Working with models

Andrew Irwin, a.irwin@dal.ca

2024-02-13

Models and visualizations

  • Adding regression and smoothing lines to ggplot visualizations

  • Describing, fitting, and using models

    • Linear regression

    • Other regression

    • Generalized additive models

    • LOESS smooths

Examples

  • Linear regression

  • Polynomial model

  • Quantile regression (fitting line to medians or other quantiles)

  • Generalized additive model (piecewise splines)

  • LOESS (local linear and quadratic regression)

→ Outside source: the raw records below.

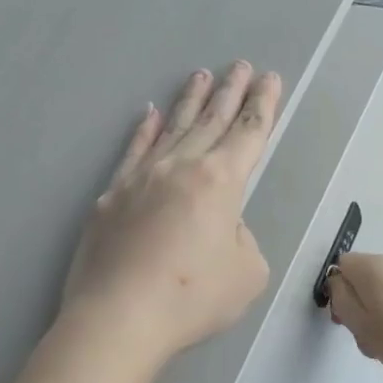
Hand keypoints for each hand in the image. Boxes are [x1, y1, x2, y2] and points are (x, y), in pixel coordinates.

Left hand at [62, 62, 280, 363]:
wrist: (118, 317)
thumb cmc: (192, 298)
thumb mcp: (247, 273)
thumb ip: (242, 238)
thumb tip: (221, 225)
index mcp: (220, 182)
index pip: (249, 133)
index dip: (263, 105)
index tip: (270, 79)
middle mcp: (181, 167)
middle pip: (211, 120)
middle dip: (230, 91)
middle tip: (241, 65)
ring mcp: (141, 177)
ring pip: (172, 128)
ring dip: (190, 100)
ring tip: (201, 75)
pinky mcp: (111, 196)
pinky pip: (133, 151)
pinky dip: (144, 130)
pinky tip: (149, 114)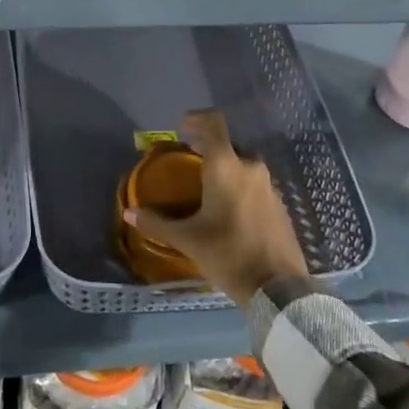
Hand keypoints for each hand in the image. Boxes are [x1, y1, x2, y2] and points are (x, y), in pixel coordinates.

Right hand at [123, 109, 308, 304]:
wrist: (279, 290)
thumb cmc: (228, 254)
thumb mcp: (188, 240)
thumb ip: (158, 222)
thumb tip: (129, 213)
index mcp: (226, 166)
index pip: (213, 123)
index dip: (196, 118)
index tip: (181, 129)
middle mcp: (250, 167)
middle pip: (227, 145)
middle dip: (207, 150)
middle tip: (188, 164)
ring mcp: (269, 186)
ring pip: (242, 166)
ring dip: (224, 170)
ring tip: (206, 190)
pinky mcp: (280, 205)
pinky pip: (254, 184)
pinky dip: (239, 188)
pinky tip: (228, 211)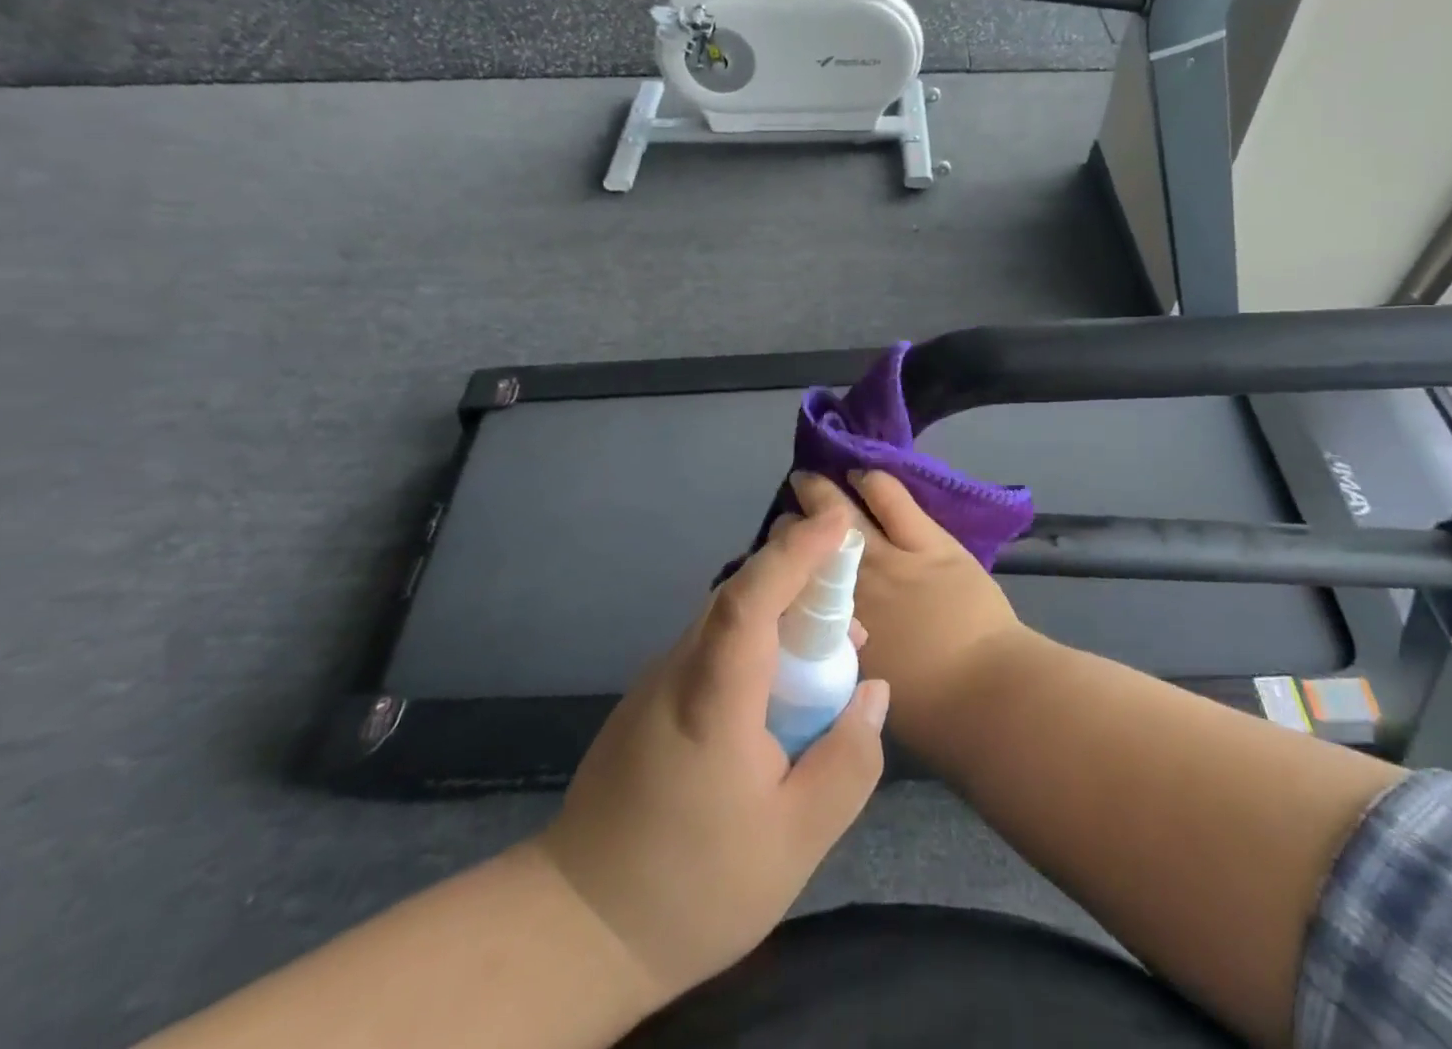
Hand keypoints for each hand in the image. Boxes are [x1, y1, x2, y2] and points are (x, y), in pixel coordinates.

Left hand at [539, 505, 889, 1008]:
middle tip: (854, 607)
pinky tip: (782, 691)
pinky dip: (758, 645)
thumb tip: (872, 691)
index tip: (840, 523)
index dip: (796, 552)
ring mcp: (659, 681)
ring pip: (728, 621)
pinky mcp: (652, 699)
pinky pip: (715, 648)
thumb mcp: (796, 841)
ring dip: (783, 617)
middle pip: (742, 597)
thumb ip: (848, 761)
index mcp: (712, 697)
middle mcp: (679, 669)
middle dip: (802, 580)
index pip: (751, 597)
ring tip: (830, 653)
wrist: (579, 928)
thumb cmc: (694, 887)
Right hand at [789, 471, 1025, 750]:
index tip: (777, 562)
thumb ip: (845, 654)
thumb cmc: (931, 712)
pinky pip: (892, 501)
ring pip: (842, 515)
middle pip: (806, 546)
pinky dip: (873, 483)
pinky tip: (860, 475)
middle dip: (789, 528)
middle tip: (785, 519)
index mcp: (834, 632)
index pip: (791, 590)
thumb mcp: (867, 688)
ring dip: (820, 494)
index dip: (780, 570)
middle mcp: (850, 589)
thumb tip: (835, 634)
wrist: (988, 694)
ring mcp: (889, 559)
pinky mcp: (928, 542)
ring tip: (807, 479)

  • Putting multiple smooths on one plot

  • Smooths on facetted plots

Start with a basic graph

mpg |> mutate(city_l100km = 235.214583 / cty) |>
   ggplot(aes(x =displ, y= city_l100km)) + geom_point() +
   labs(x = "Engine displacement (L)",
        y = "Fuel economy, city (L/100km)") + my_theme

Add a regression line

p + geom_smooth(method = "lm", formula = y ~ x)

Add a regression line for each group

p + geom_smooth(aes(color = factor(cyl)), method = "lm", formula = y ~ x)

Polynomial regression

p + geom_smooth(method = "lm", formula = y ~ poly(x,2))

Quantile regression

p + geom_quantile(method = "rqss", formula = y ~ x,
                  quantiles = c(0.1, 0.5, 0.9))

Generalized additive model

p + geom_smooth(method = "lm", 
                formula = y ~ splines::bs(x, df = 5))

Generalized additive model

p + geom_smooth(method = "gam", 
                formula = y ~ s(x, bs="cs"))

LOESS

p + geom_smooth(method = "loess", 
                formula = y ~ x) 

LOESS

p + geom_smooth(method = "loess", formula = y ~ x,
                span = 0.3) 

Putting multiple smooths on one plot

p + geom_smooth(aes(color = "Linear"), method = "lm", se=FALSE) +
    geom_smooth(aes(color = "GAM"), method = "gam", se=FALSE) +
    geom_smooth(aes(color = "LOESS"), method = "loess", formula = y ~ x, se=FALSE) +
    labs(color = "Type")

Smooths on facetted plots

p + geom_smooth(method = "lm", se=FALSE, formula = y ~ x) +
  facet_wrap( ~ class)

Other customizations

p + geom_smooth(method = "lm", se=TRUE, 
                fullrange = TRUE, level = 0.50) + xlim(1,8)

Modelling x as a function of y

p + geom_smooth(method = "loess", formula = y ~ x, orientation = "y")

Modelling x as a function of y

p + geom_smooth(method = "lm", formula = y ~ x, orientation = "y") +
  geom_smooth(method = "lm", formula = y ~ x, color = "red")

Summary

  • Regression lines (based on a model) and “smooths” (no simple model) can be used to draw attention to patterns in data

  • We are using smooths for their visual effect

  • Logical reasoning for the lines you draw is important (next lessons)

Further reading

  • Course notes

  • Healy Chapter 6. Work with models.